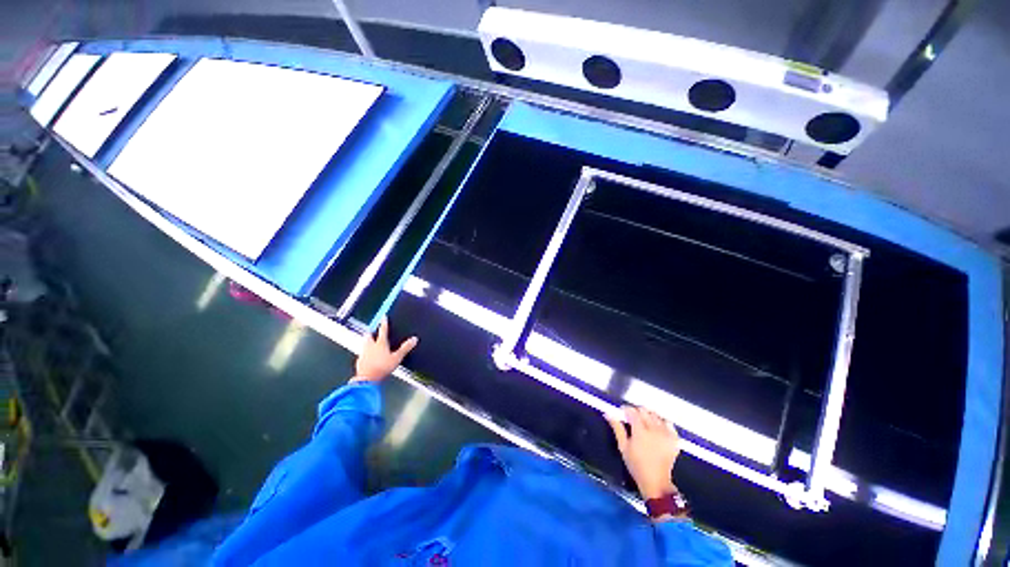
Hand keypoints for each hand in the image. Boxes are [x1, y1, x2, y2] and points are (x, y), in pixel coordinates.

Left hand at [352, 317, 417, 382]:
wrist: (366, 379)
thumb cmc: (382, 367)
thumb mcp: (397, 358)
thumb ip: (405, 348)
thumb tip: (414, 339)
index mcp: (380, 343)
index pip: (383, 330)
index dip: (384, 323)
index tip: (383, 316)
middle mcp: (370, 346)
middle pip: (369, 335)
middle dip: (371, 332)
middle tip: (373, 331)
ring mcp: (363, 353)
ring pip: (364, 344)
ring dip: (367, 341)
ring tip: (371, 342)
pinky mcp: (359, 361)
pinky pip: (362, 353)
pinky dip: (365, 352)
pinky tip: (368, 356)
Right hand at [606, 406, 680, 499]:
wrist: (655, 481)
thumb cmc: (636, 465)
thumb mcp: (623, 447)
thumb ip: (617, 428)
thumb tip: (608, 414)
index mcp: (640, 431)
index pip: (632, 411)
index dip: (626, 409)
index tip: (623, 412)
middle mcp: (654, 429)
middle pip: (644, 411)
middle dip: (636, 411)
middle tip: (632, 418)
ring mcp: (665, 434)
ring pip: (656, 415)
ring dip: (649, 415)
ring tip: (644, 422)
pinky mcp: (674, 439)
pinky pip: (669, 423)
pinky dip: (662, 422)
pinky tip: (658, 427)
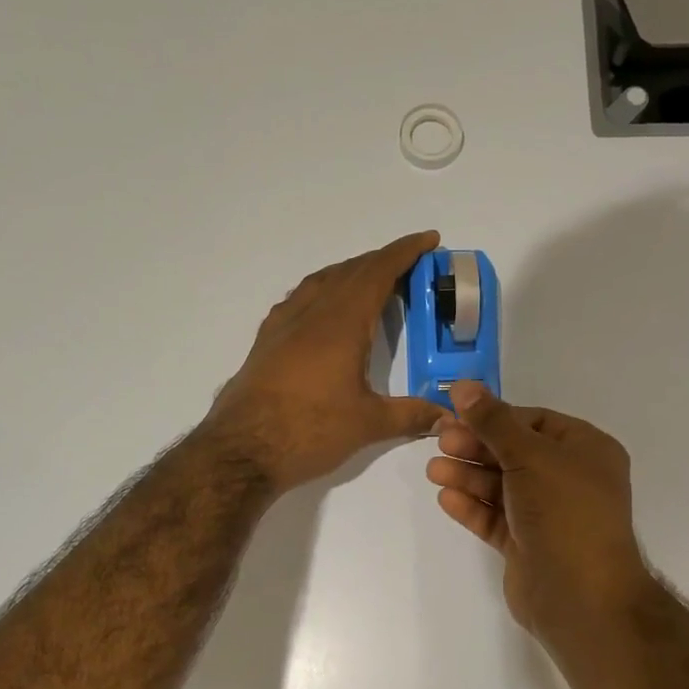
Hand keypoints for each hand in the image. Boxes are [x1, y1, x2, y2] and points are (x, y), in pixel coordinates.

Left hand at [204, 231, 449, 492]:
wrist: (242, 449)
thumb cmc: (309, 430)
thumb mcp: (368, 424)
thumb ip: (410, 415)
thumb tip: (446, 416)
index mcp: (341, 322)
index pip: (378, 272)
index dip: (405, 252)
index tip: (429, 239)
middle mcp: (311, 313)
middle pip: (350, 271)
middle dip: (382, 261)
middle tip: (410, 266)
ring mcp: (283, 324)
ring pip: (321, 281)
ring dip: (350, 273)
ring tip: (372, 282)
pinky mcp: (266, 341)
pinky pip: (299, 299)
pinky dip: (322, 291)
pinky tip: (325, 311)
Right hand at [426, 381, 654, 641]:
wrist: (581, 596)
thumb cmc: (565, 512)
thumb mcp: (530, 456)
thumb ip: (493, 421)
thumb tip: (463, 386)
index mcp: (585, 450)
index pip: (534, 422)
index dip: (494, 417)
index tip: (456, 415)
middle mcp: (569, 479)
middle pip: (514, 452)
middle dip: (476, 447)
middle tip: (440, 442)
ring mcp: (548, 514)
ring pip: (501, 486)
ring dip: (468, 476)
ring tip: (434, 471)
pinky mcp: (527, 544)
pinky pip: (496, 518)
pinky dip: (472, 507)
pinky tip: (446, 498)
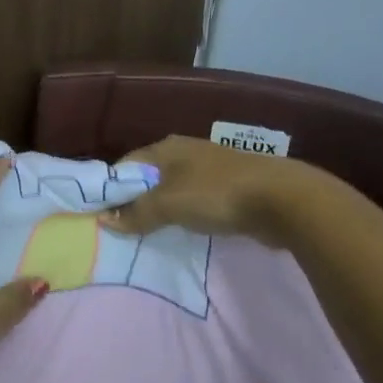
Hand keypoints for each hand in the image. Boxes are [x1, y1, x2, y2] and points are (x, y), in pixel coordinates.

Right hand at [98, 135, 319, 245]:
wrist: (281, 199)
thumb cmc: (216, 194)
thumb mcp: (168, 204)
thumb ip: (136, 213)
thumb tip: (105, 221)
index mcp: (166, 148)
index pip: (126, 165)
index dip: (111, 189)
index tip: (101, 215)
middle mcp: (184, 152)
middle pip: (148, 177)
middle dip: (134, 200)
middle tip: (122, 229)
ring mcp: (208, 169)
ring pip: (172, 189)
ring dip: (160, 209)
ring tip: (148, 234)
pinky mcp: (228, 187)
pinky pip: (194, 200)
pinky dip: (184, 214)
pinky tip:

---

■ **About this exercise**:
Only the pictures are to be left out; repeat everything else in the records above exactly.

■ **Solution below**:
Hand keypoints for each hand in the image. Boxes are [x1, y1, x2, y2] and points are (x, y), in pixel coordinates.

Left hand at [352, 317, 417, 382]:
wrist: (366, 379)
thumb cmc: (382, 367)
thumb mcp: (397, 358)
thumb ip: (405, 348)
thumb tip: (414, 339)
index mcp: (380, 343)
index pip: (383, 330)
index dip: (384, 323)
index tip: (383, 316)
middle mcp: (370, 346)
middle pip: (369, 335)
middle dip: (371, 332)
middle tip: (373, 331)
ring mcp: (363, 353)
ring pip: (364, 344)
ring dip: (367, 341)
ring tip: (371, 342)
pinky mcp: (359, 361)
pinky pip: (362, 353)
pinky dip: (365, 352)
pinky tip: (368, 356)
Right hand at [606, 406, 680, 499]:
wrist: (655, 481)
thumb cmc: (636, 465)
thumb mcp: (623, 447)
thumb ip: (617, 428)
thumb tip: (608, 414)
index mcp: (640, 431)
index pip: (632, 411)
index dip: (626, 409)
index tip: (623, 412)
middle mcp: (654, 429)
middle pip: (644, 411)
middle dip: (636, 411)
middle tip: (632, 418)
ring mcp: (665, 434)
ring pip: (656, 415)
ring dip: (649, 415)
ring tip: (644, 422)
pinky mcp: (674, 439)
pinky pip: (669, 423)
pinky dip: (662, 422)
pinky tip: (658, 427)
Hand keypoints for each hand in the image. Boxes are [x1, y1, x2, y2] and points are (x, y), in pixel coordinates.

Left hand at [204, 231, 449, 492]:
wrist: (242, 449)
thumb cmc: (309, 430)
thumb mcp: (368, 424)
thumb ip: (410, 415)
thumb tip: (446, 416)
index mcp: (341, 322)
index pip: (378, 272)
index dip: (405, 252)
index tip: (429, 239)
middle mcp: (311, 313)
middle pip: (350, 271)
middle dip: (382, 261)
middle tip: (410, 266)
ring mcp: (283, 324)
ring pip: (321, 281)
ring dip: (350, 273)
ring tip: (372, 282)
pinky mcp: (266, 341)
pinky pip: (299, 299)
pinky dip: (322, 291)
pinky tip: (325, 311)
Right hand at [426, 381, 654, 641]:
wrist: (581, 596)
thumb cmc: (565, 512)
thumb mcp: (530, 456)
thumb ip: (493, 421)
thumb tip: (463, 386)
index mcp: (585, 450)
index pip: (534, 422)
index dip: (494, 417)
index tip: (456, 415)
middle mcp: (569, 479)
middle pip: (514, 452)
middle dip: (476, 447)
middle tip: (440, 442)
ring mcp: (548, 514)
ring pip: (501, 486)
ring dip: (468, 476)
ring tip: (434, 471)
pinky mcp: (527, 544)
pinky pip: (496, 518)
pinky dip: (472, 507)
pinky tip: (446, 498)
Hand keypoints for each hand in the image. Boxes are [x1, y1, x2, y2] and points are (x, y), in pixel coordinates.

Right hand at [98, 135, 319, 245]:
wrist: (281, 199)
thumb cmc: (216, 194)
thumb mcp: (168, 204)
thumb ip: (136, 213)
thumb tip: (105, 221)
index mcp: (166, 148)
index pip: (126, 165)
index dip: (111, 189)
index tip: (101, 215)
middle mcp: (184, 152)
middle pip: (148, 177)
middle dip: (134, 200)
middle tip: (122, 229)
ring mcp: (208, 169)
ring pip: (172, 189)
ring dip: (160, 209)
ring tip: (148, 234)
pinky mcp: (228, 187)
pinky pip: (194, 200)
pinky dip: (184, 214)
pinky tip:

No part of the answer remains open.